What’s the difference?  A car tire’s speed will certainly change when it moves from asphalt to water.  But that’s not the only consideration — the depth of the water and the width of the puddle matter too.  In the first example, the water’s depth was insignificant compared to the height of the tire and the weight of the car.  In the second example, the water depth was more than half the height of the tire.

Back to PCBs

Something similar happens in PCBs.  Electrical signals in FR4 materials propagate approximately six inches each nanosecond.  Take a look at the rise-time/fall-time in your circuit.  If the rise-time/fall-time is 1 nanosecond, then a complete logic transition can take place within a 6-inch trace.  The energy from the harmonics in that signal will transition over an even shorter distance.  So for a quick rule-of-thumb, assume 1/6th the distance, or 1 inch per nanosecond as the threshold.  (This is a little shorter than other rules-of-thumb on this matter, but much easier to remember). Our friends across the pond might use either 2 or 3 cm/ns as the threshold since it is only an estimate.

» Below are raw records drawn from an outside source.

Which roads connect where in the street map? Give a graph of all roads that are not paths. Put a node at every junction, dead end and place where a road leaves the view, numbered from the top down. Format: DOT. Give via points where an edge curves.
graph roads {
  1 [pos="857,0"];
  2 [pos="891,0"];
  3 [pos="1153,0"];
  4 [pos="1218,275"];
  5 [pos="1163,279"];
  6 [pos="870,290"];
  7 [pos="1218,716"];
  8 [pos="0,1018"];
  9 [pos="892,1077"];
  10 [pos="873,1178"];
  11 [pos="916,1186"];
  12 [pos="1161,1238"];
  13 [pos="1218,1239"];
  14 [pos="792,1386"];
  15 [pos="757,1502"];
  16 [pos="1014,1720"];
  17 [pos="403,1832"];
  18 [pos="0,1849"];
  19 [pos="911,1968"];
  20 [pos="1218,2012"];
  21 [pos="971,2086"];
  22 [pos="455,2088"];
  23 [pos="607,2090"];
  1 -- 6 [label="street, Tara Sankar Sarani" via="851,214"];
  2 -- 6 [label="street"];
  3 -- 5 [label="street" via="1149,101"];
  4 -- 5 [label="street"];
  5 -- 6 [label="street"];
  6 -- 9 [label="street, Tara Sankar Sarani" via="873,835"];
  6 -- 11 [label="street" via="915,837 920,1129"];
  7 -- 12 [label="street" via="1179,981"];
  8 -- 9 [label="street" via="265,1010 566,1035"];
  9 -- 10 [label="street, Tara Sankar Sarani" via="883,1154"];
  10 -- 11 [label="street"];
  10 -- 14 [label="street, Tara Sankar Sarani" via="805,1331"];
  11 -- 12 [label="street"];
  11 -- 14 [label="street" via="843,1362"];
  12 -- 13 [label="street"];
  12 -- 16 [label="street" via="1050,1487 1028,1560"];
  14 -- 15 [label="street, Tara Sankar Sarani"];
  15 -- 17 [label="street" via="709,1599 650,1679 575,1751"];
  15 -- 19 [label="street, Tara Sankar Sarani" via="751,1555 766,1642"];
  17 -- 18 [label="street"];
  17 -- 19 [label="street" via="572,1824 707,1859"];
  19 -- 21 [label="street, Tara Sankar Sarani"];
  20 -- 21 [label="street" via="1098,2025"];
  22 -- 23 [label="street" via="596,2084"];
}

Here’s what that means:  If you have a 1 nanosecond rise time, a minor impedance discontinuity needs to be longer than 1 inch before it will cause measurable signal reflections.

The myth of Right-Angle Traces for Digital Lines

Right angles on PCBs are such a minor drop in impedance, over such a short distance, that they simply don’t even warrant consideration unless you are designing something with rise-times that are less than 100 ps.

PCB Designers usually give high-voltage and high-speed signals the highest priority of all of their nets — meaning they get routed first, and other signal lines have to route well around them.

If your project runs a low-speed (10 ns rise-time) differential pair a few centimeters between the chip and connector, you don’t really need to worry about high-speed design practices meant for 50 ps rise times.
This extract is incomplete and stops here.